## TASK GOAL
Select the lines of the records containing the word "Մեսրոպ" and list them.

(MATERIAL PROVIDED Opens)

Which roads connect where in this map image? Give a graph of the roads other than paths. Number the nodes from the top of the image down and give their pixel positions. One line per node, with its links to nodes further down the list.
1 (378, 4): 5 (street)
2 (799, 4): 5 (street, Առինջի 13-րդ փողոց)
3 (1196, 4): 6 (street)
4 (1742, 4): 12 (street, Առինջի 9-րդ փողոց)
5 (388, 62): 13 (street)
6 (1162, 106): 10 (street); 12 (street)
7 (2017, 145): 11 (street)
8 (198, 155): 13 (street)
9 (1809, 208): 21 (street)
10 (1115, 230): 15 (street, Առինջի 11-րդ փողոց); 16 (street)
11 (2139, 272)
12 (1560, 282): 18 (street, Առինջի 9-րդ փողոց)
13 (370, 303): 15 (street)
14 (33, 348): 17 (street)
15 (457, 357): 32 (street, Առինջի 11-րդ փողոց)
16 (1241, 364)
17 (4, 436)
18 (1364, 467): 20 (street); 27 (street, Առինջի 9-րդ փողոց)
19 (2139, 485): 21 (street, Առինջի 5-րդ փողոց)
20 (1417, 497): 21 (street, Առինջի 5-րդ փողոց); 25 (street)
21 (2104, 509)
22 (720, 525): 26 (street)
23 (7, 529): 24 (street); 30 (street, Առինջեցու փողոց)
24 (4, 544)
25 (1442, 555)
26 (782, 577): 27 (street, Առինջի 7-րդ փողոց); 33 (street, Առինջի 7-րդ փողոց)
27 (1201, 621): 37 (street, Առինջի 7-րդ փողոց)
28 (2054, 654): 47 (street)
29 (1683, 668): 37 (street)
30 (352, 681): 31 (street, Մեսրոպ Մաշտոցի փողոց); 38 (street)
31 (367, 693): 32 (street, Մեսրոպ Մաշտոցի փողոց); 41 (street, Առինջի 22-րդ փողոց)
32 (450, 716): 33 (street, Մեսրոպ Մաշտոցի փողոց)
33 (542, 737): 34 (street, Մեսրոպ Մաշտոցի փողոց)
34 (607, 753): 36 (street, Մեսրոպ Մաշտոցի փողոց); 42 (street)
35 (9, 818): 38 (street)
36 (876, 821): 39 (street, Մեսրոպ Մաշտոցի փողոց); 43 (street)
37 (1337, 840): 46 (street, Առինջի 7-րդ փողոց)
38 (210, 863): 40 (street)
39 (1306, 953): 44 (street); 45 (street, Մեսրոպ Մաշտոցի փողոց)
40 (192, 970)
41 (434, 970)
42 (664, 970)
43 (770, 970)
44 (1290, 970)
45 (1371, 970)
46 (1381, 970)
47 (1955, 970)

(MATERIAL PROVIDED Closes)

## RESPONSE AREA
30 (352, 681): 31 (street, Մեսրոպ Մաշտոցի փողոց); 38 (street)
31 (367, 693): 32 (street, Մեսրոպ Մաշտոցի փողոց); 41 (street, Առինջի 22-րդ փողոց)
32 (450, 716): 33 (street, Մեսրոպ Մաշտոցի փողոց)
33 (542, 737): 34 (street, Մեսրոպ Մաշտոցի փողոց)
34 (607, 753): 36 (street, Մեսրոպ Մաշտոցի փողոց); 42 (street)
36 (876, 821): 39 (street, Մեսրոպ Մաշտոցի փողոց); 43 (street)
39 (1306, 953): 44 (street); 45 (street, Մեսրոպ Մաշտոցի փողոց)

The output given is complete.